[EXERCISE] The expected output is every entry, repeated exactly.

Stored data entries

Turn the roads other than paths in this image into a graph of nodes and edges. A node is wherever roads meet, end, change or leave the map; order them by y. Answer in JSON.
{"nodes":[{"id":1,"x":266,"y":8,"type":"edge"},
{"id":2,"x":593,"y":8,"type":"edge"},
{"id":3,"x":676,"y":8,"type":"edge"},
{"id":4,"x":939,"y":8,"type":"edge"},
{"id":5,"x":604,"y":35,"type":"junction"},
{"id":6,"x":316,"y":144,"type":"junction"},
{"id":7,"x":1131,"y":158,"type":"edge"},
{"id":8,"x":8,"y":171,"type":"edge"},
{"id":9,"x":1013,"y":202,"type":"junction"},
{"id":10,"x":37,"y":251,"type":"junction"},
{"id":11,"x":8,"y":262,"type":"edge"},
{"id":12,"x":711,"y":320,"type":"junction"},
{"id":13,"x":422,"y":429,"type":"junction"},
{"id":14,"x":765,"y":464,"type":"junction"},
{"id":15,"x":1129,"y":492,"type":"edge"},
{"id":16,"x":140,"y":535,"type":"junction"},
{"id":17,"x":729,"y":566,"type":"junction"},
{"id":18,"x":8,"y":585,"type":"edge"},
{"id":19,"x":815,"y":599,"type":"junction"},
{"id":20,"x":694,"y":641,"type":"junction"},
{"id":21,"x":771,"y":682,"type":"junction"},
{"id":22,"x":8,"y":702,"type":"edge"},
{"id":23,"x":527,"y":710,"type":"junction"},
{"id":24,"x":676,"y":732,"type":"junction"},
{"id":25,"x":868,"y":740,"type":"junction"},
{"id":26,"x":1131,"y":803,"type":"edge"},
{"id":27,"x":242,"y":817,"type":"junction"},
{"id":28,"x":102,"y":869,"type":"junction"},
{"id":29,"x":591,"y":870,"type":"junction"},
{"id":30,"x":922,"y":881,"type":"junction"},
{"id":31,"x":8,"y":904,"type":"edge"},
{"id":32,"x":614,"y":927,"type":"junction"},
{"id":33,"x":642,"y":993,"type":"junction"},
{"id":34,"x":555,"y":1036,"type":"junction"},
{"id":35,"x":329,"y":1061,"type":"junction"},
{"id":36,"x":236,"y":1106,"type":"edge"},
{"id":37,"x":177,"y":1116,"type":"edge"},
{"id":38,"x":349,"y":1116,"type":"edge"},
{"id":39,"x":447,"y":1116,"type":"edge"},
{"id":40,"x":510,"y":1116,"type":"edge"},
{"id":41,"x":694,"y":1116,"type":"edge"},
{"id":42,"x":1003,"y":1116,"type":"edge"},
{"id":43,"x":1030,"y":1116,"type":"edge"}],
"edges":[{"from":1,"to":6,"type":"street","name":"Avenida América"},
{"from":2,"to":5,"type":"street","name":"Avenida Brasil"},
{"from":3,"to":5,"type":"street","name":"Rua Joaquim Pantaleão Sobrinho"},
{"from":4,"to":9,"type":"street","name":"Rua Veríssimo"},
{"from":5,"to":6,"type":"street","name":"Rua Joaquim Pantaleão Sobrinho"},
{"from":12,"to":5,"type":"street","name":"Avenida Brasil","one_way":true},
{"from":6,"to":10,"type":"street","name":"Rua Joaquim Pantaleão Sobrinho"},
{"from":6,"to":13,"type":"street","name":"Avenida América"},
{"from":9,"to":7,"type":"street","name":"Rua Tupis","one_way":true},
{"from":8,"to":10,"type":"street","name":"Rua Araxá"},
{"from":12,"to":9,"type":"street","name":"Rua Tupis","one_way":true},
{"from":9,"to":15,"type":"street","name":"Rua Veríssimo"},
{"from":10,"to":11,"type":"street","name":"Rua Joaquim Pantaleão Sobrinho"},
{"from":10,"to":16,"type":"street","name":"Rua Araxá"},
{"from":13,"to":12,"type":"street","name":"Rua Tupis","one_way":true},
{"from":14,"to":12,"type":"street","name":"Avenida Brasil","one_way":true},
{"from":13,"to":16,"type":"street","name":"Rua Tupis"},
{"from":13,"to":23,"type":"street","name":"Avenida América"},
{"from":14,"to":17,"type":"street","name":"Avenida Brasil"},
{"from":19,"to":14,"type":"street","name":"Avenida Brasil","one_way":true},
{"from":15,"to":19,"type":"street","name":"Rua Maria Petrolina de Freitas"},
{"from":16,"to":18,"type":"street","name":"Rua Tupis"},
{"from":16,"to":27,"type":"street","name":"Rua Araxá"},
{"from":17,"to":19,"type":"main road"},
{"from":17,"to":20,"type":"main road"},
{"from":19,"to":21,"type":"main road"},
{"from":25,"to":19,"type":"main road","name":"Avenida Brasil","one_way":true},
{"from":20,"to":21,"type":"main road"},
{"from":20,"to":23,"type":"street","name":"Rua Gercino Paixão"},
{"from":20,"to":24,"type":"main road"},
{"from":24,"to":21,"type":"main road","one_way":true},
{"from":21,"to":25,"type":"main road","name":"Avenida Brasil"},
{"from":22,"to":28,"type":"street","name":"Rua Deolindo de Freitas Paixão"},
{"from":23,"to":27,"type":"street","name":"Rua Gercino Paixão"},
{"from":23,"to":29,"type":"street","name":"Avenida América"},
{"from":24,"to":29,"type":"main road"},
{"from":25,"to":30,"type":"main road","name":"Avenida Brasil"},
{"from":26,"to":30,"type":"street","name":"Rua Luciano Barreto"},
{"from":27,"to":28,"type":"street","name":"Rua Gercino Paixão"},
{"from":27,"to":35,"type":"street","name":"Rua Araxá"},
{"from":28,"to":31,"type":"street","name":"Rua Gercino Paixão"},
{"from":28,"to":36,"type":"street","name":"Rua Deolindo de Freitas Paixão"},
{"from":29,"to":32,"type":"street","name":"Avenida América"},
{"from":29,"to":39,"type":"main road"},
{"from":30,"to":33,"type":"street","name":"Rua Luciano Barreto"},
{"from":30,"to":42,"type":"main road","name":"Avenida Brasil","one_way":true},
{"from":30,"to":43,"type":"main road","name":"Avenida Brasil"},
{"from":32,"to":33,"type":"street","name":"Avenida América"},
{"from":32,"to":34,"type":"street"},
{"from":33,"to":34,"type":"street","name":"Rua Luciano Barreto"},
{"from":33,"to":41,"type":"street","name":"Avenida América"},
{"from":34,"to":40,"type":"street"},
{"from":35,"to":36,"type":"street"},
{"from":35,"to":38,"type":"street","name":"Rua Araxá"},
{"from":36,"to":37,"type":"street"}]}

[TASK ANSWER]
Turn the roads other than paths in this image into a graph of nodes and edges. A node is wherever roads meet, end, change or leave the map; order them by y. Answer in JSON.
{"nodes":[{"id":1,"x":266,"y":8,"type":"edge"},
{"id":2,"x":593,"y":8,"type":"edge"},
{"id":3,"x":676,"y":8,"type":"edge"},
{"id":4,"x":939,"y":8,"type":"edge"},
{"id":5,"x":604,"y":35,"type":"junction"},
{"id":6,"x":316,"y":144,"type":"junction"},
{"id":7,"x":1131,"y":158,"type":"edge"},
{"id":8,"x":8,"y":171,"type":"edge"},
{"id":9,"x":1013,"y":202,"type":"junction"},
{"id":10,"x":37,"y":251,"type":"junction"},
{"id":11,"x":8,"y":262,"type":"edge"},
{"id":12,"x":711,"y":320,"type":"junction"},
{"id":13,"x":422,"y":429,"type":"junction"},
{"id":14,"x":765,"y":464,"type":"junction"},
{"id":15,"x":1129,"y":492,"type":"edge"},
{"id":16,"x":140,"y":535,"type":"junction"},
{"id":17,"x":729,"y":566,"type":"junction"},
{"id":18,"x":8,"y":585,"type":"edge"},
{"id":19,"x":815,"y":599,"type":"junction"},
{"id":20,"x":694,"y":641,"type":"junction"},
{"id":21,"x":771,"y":682,"type":"junction"},
{"id":22,"x":8,"y":702,"type":"edge"},
{"id":23,"x":527,"y":710,"type":"junction"},
{"id":24,"x":676,"y":732,"type":"junction"},
{"id":25,"x":868,"y":740,"type":"junction"},
{"id":26,"x":1131,"y":803,"type":"edge"},
{"id":27,"x":242,"y":817,"type":"junction"},
{"id":28,"x":102,"y":869,"type":"junction"},
{"id":29,"x":591,"y":870,"type":"junction"},
{"id":30,"x":922,"y":881,"type":"junction"},
{"id":31,"x":8,"y":904,"type":"edge"},
{"id":32,"x":614,"y":927,"type":"junction"},
{"id":33,"x":642,"y":993,"type":"junction"},
{"id":34,"x":555,"y":1036,"type":"junction"},
{"id":35,"x":329,"y":1061,"type":"junction"},
{"id":36,"x":236,"y":1106,"type":"edge"},
{"id":37,"x":177,"y":1116,"type":"edge"},
{"id":38,"x":349,"y":1116,"type":"edge"},
{"id":39,"x":447,"y":1116,"type":"edge"},
{"id":40,"x":510,"y":1116,"type":"edge"},
{"id":41,"x":694,"y":1116,"type":"edge"},
{"id":42,"x":1003,"y":1116,"type":"edge"},
{"id":43,"x":1030,"y":1116,"type":"edge"}],
"edges":[{"from":1,"to":6,"type":"street","name":"Avenida América"},
{"from":2,"to":5,"type":"street","name":"Avenida Brasil"},
{"from":3,"to":5,"type":"street","name":"Rua Joaquim Pantaleão Sobrinho"},
{"from":4,"to":9,"type":"street","name":"Rua Veríssimo"},
{"from":5,"to":6,"type":"street","name":"Rua Joaquim Pantaleão Sobrinho"},
{"from":12,"to":5,"type":"street","name":"Avenida Brasil","one_way":true},
{"from":6,"to":10,"type":"street","name":"Rua Joaquim Pantaleão Sobrinho"},
{"from":6,"to":13,"type":"street","name":"Avenida América"},
{"from":9,"to":7,"type":"street","name":"Rua Tupis","one_way":true},
{"from":8,"to":10,"type":"street","name":"Rua Araxá"},
{"from":12,"to":9,"type":"street","name":"Rua Tupis","one_way":true},
{"from":9,"to":15,"type":"street","name":"Rua Veríssimo"},
{"from":10,"to":11,"type":"street","name":"Rua Joaquim Pantaleão Sobrinho"},
{"from":10,"to":16,"type":"street","name":"Rua Araxá"},
{"from":13,"to":12,"type":"street","name":"Rua Tupis","one_way":true},
{"from":14,"to":12,"type":"street","name":"Avenida Brasil","one_way":true},
{"from":13,"to":16,"type":"street","name":"Rua Tupis"},
{"from":13,"to":23,"type":"street","name":"Avenida América"},
{"from":14,"to":17,"type":"street","name":"Avenida Brasil"},
{"from":19,"to":14,"type":"street","name":"Avenida Brasil","one_way":true},
{"from":15,"to":19,"type":"street","name":"Rua Maria Petrolina de Freitas"},
{"from":16,"to":18,"type":"street","name":"Rua Tupis"},
{"from":16,"to":27,"type":"street","name":"Rua Araxá"},
{"from":17,"to":19,"type":"main road"},
{"from":17,"to":20,"type":"main road"},
{"from":19,"to":21,"type":"main road"},
{"from":25,"to":19,"type":"main road","name":"Avenida Brasil","one_way":true},
{"from":20,"to":21,"type":"main road"},
{"from":20,"to":23,"type":"street","name":"Rua Gercino Paixão"},
{"from":20,"to":24,"type":"main road"},
{"from":24,"to":21,"type":"main road","one_way":true},
{"from":21,"to":25,"type":"main road","name":"Avenida Brasil"},
{"from":22,"to":28,"type":"street","name":"Rua Deolindo de Freitas Paixão"},
{"from":23,"to":27,"type":"street","name":"Rua Gercino Paixão"},
{"from":23,"to":29,"type":"street","name":"Avenida América"},
{"from":24,"to":29,"type":"main road"},
{"from":25,"to":30,"type":"main road","name":"Avenida Brasil"},
{"from":26,"to":30,"type":"street","name":"Rua Luciano Barreto"},
{"from":27,"to":28,"type":"street","name":"Rua Gercino Paixão"},
{"from":27,"to":35,"type":"street","name":"Rua Araxá"},
{"from":28,"to":31,"type":"street","name":"Rua Gercino Paixão"},
{"from":28,"to":36,"type":"street","name":"Rua Deolindo de Freitas Paixão"},
{"from":29,"to":32,"type":"street","name":"Avenida América"},
{"from":29,"to":39,"type":"main road"},
{"from":30,"to":33,"type":"street","name":"Rua Luciano Barreto"},
{"from":30,"to":42,"type":"main road","name":"Avenida Brasil","one_way":true},
{"from":30,"to":43,"type":"main road","name":"Avenida Brasil"},
{"from":32,"to":33,"type":"street","name":"Avenida América"},
{"from":32,"to":34,"type":"street"},
{"from":33,"to":34,"type":"street","name":"Rua Luciano Barreto"},
{"from":33,"to":41,"type":"street","name":"Avenida América"},
{"from":34,"to":40,"type":"street"},
{"from":35,"to":36,"type":"street"},
{"from":35,"to":38,"type":"street","name":"Rua Araxá"},
{"from":36,"to":37,"type":"street"}]}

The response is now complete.